To this end, this article aims to extent the state-of-art of structural damage detection by proposing a new technique using the structural stiffness matrix. In this approach, the “element stiffness index distribution” is defined and calculated from the measured FRFs, not from the mode shapes as the previous methods to avoid the above limitations of the mode shapes. In the proposed method, the existence, the location, and the depth of cracks can be detected and estimated. A significant change in the element stiffness index distribution will be an indicator of the existence of crack(s). The location of the crack is the element which exhibits a significant change in the stiffness index. The crack depth can be estimated from the relationship between the height of the peak and the crack depth. The proposed method can be applied for both single-crack and multi-crack detections. Numerical simulation is provided to investigate the efficiency of the proposed method. However, the proposed method has its limitations such as the approximation source of the Rayleigh assumption, which can influence the accuracy of the method.

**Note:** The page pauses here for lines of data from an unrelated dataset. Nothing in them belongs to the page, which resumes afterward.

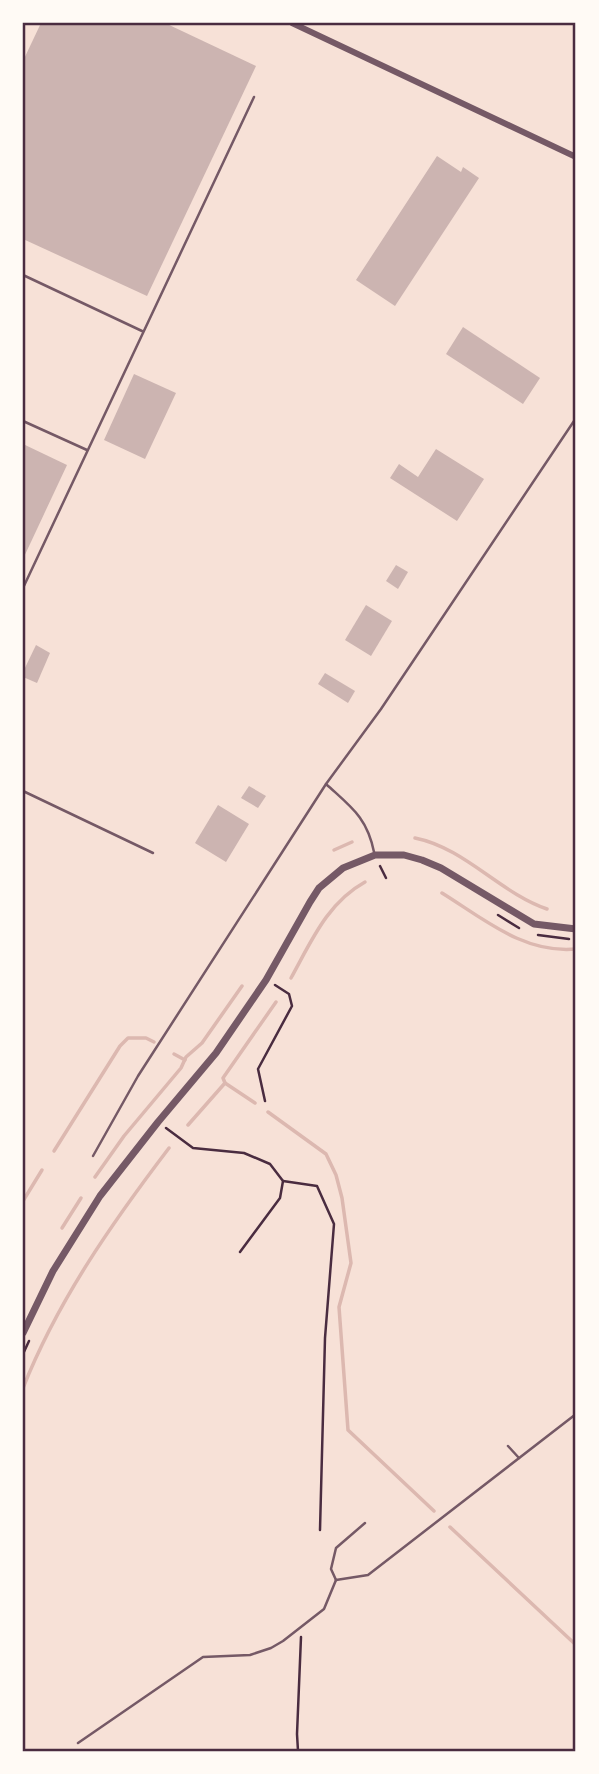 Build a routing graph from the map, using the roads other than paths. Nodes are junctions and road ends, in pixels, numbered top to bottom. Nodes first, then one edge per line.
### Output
1 (292, 23) edge
2 (254, 97) dead end
3 (576, 157) edge
4 (23, 275) edge
5 (142, 331) junction
6 (576, 418) edge
7 (23, 421) edge
8 (87, 450) junction
9 (23, 588) edge
10 (326, 783) junction
11 (23, 791) edge
12 (153, 853) dead end
13 (374, 855) junction
14 (576, 929) edge
15 (93, 1156) dead end
16 (23, 1333) edge
17 (576, 1414) edge
18 (508, 1446) dead end
19 (519, 1458) junction
20 (365, 1523) dead end
21 (336, 1580) junction
22 (78, 1743) dead end

1 - 3 street
2 - 5 lane
4 - 5 lane
5 - 8 lane
6 - 10 lane
7 - 8 lane
8 - 9 lane
10 - 13 lane
10 - 15 lane
11 - 12 lane
13 - 14 street
13 - 16 street
17 - 19 lane
18 - 19 lane
19 - 21 lane
20 - 21 lane
21 - 22 lane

Vibration of a beam-like structure

Intact beam

Let us consider the bending vibration of a beam-like structure. The governing equation of the beam-like structure can be written in finite element model as follows

M \overset{\cdot\cdot}{y} (t) + C \overset{\cdot}{y} (t) + Ky (t) = N^{T} f (t) = \tilde{f} (t)

(1)

where M, C, and K are structural mass, damping, and stiffness matrices, respectively; f is the excitation force; N^T is the transposition of the shape functions at the position x of the interaction force; and y is the nodal displacement of the beam. The displacement of the beam u at the arbitrary position x can be obtained from the shape functions N and the nodal displacement y as (Lin and Trethewey, 1989)

u = Ny

(2)

The shape function of an element can be obtained as

N = [\begin{matrix} N_{1} & N_{2} & N_{3} & N_{4} \end{matrix}]

(3)

where

\begin{matrix} N_{1} = 1 - 3 {(\frac{x}{l})}^{2} + 2 {(\frac{x}{l})}^{3}; N_{2} = x {(\frac{x}{l} - 1)}^{2} \\ N_{3} = 3 {(\frac{x}{l})}^{2} - 2 {(\frac{x}{l})}^{3}; N_{4} = x [{(\frac{x}{l})}^{2} - \frac{x}{l}] \end{matrix}

(4)

with l being the length of the element.

Multi-cracked beam-like model

Figure 1 shows a uniform beam-like structure with the ith cracked element. Neglecting shear action, the strain energy of an element without a crack can be written as (Qian et al., 1990)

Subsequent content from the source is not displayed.